Aún recuerdo el viaje de ida en el coche.
No iba repasando la charla.
Iba dejando marchar cualquier idea, proyección o pensamiento que me viniese al respecto. Llevando mi atención al pecho, sintiendo.
Intentando empatizar con las emociones que esa persona –a la que quería encuerpar- podía estar sintiendo.
Conectar con el desde donde.
El lugar de la charla no era el más glamuroso.
Ni el público era el más entregado.
Muchos de ellos habían sido “forzados” a participar.
El sonido tampoco era el mejor. El setup, tampoco.

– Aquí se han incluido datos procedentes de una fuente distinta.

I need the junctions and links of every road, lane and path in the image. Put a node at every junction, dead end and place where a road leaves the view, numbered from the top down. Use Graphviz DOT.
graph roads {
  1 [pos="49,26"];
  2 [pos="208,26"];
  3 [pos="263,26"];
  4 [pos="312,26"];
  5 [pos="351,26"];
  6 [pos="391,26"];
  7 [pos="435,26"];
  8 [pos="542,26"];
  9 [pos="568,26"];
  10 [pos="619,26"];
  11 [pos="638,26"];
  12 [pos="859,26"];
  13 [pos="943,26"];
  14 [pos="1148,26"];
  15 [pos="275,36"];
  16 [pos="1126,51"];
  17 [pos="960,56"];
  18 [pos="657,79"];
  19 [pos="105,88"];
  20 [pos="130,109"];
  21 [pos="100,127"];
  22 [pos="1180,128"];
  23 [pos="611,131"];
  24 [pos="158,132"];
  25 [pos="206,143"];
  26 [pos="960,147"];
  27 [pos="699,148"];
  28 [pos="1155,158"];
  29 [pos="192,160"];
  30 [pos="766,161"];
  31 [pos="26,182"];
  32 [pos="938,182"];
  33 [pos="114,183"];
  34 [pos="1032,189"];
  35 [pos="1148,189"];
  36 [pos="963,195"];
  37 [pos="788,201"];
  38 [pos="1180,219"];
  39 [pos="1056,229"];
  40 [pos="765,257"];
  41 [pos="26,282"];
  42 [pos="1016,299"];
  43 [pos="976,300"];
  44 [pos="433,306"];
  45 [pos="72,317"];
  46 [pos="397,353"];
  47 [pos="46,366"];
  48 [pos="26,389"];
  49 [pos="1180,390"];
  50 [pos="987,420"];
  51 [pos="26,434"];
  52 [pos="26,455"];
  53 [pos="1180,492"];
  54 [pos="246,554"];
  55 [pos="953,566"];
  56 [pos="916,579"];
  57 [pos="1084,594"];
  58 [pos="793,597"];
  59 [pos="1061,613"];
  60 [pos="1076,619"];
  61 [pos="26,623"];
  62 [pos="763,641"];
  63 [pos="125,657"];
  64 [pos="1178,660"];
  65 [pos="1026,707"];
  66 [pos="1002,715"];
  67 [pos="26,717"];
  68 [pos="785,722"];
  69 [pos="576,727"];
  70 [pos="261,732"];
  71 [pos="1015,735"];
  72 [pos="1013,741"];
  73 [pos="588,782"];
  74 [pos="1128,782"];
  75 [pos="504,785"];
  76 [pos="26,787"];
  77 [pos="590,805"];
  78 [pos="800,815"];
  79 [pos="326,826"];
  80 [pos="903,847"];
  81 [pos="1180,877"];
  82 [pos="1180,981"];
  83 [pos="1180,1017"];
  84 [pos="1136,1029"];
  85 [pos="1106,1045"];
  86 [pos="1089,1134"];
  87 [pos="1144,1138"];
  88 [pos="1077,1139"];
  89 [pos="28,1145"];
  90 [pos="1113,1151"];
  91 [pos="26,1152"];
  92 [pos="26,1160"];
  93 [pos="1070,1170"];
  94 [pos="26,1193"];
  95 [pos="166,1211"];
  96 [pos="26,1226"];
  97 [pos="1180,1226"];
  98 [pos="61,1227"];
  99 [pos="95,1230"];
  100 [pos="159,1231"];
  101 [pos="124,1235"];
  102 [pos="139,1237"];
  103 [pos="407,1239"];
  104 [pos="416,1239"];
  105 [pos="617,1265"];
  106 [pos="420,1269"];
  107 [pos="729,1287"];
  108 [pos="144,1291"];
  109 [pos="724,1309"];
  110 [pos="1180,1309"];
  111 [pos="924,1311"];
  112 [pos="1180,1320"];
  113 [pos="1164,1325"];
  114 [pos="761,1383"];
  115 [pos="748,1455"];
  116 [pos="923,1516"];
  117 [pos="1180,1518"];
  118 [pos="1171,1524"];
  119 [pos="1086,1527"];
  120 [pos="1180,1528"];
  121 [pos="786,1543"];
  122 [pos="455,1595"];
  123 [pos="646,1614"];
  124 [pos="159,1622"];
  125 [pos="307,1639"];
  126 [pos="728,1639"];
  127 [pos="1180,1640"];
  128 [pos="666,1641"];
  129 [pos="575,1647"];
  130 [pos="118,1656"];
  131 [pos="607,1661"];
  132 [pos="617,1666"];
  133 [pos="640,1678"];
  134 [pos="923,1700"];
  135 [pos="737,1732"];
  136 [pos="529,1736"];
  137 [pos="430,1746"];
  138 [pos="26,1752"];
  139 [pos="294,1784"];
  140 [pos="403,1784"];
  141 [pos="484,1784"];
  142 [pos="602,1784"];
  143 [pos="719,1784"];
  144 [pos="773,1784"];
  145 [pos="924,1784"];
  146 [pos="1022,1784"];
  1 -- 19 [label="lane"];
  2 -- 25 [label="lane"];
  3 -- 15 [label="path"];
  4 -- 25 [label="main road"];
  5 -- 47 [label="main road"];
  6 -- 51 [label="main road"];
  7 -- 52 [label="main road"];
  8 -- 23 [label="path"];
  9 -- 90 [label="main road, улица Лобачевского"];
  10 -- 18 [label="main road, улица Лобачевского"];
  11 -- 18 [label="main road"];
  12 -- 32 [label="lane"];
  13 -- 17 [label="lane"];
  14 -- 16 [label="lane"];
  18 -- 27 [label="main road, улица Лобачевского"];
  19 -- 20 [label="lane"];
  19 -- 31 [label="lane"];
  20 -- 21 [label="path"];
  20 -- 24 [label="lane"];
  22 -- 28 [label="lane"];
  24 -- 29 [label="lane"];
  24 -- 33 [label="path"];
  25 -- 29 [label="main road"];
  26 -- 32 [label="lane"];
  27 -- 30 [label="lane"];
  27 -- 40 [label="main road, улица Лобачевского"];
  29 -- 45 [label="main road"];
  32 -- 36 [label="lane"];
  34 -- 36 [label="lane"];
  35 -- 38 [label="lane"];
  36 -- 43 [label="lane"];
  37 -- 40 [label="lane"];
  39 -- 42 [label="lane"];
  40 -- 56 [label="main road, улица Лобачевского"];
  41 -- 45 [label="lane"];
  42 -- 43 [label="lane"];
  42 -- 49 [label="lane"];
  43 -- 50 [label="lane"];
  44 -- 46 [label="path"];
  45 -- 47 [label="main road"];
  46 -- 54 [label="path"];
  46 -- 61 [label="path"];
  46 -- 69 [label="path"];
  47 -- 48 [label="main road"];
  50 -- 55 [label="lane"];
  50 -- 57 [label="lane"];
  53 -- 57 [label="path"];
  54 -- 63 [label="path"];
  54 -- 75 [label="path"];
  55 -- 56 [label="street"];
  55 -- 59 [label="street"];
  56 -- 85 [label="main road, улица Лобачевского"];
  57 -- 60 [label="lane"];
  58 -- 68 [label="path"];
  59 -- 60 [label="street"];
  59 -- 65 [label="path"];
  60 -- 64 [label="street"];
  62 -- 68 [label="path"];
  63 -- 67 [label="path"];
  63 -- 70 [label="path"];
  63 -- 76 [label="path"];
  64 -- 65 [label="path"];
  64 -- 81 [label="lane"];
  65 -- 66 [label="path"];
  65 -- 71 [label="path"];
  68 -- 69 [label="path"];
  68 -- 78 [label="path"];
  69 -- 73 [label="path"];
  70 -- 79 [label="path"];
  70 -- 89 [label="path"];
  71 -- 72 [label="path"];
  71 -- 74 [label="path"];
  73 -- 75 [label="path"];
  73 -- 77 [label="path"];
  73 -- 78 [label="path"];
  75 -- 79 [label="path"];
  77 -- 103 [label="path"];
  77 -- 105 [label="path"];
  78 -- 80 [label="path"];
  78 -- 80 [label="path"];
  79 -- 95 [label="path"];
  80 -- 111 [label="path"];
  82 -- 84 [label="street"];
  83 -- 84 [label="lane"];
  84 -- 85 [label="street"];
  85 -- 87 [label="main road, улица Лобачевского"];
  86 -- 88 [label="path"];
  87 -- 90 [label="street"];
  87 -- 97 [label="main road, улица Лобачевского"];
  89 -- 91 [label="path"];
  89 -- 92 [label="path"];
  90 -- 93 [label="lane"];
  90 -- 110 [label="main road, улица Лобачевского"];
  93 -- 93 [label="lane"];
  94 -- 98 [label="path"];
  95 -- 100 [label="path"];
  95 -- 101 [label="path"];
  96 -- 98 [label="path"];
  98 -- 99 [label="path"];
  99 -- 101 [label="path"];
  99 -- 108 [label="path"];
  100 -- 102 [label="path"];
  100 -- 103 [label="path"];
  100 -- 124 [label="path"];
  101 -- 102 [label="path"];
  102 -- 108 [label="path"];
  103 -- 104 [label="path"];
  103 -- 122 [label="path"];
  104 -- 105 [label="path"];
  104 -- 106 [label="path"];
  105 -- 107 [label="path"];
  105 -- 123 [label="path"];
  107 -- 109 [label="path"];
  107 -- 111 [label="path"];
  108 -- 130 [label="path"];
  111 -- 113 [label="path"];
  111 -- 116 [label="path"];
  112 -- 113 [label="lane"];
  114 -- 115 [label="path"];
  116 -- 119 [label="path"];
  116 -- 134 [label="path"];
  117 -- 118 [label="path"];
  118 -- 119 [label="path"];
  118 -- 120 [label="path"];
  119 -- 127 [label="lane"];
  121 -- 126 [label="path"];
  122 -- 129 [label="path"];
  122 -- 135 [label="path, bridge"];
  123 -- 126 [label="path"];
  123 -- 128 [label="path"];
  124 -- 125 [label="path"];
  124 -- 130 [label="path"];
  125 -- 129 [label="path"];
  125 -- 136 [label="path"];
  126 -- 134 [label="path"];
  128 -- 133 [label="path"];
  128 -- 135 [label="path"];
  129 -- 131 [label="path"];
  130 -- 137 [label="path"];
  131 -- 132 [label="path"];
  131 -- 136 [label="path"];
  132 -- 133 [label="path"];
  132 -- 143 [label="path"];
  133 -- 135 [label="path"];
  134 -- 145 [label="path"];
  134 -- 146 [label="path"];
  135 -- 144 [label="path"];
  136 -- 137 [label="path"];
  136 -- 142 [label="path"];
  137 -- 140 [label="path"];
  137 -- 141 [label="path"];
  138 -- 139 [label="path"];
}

Y, sin embargo, fue la mejor charla que he dado en mi vida.
La preparé con mimo durante semanas.
Dibujé bocetos, estructuré diagramas, elegí ejemplos…
Y cuando quedaban un par de días para la charla, lo dejé marchar todo.
El día de la charla, gocé.
Todo lo inesperado parecía jugar a mi favor.
Lo cogía al vuelo y jugaba con ello. Lo convertía en parte de mi mensaje.
No fue la charla con más impacto visible.
Pero fue la mejor porque marcó un antes y un después para mí.
Porque fue la primera vez que sentí, con plena consciencia, que podía entrar a demanda en ese estado interno de calma y fluidez que permite que lo mejor emerja sin forzar.
Después, lo he vivido más veces:
Ejerciendo de maestro de ceremonias (de cura vaya XD) en la boda de un amigo.
Entrenando atletas, donde un día tormentoso se convertía en un gran entreno improvisado.
Dando clase en la uni, cuando una asignatura aburrida se convertía en una performance divertida.
En todos ellos, el mismo patrón:
Preparar. Soltar. Conectar.
Y he ido observando cómo esta manera de hacer ha ido impregnando otras áreas de mi vida:
Cómo hago ejercicio físico, cómo me compro un coche, cómo cambio de trabajo e incluso la dirección que tomo cuando conduzco.
Todas ellas, historias que merecen ser contadas.
Y que algún día contaré.
Después de madurarlas, dejarlas ir… y sentir el momento (guiño guiño).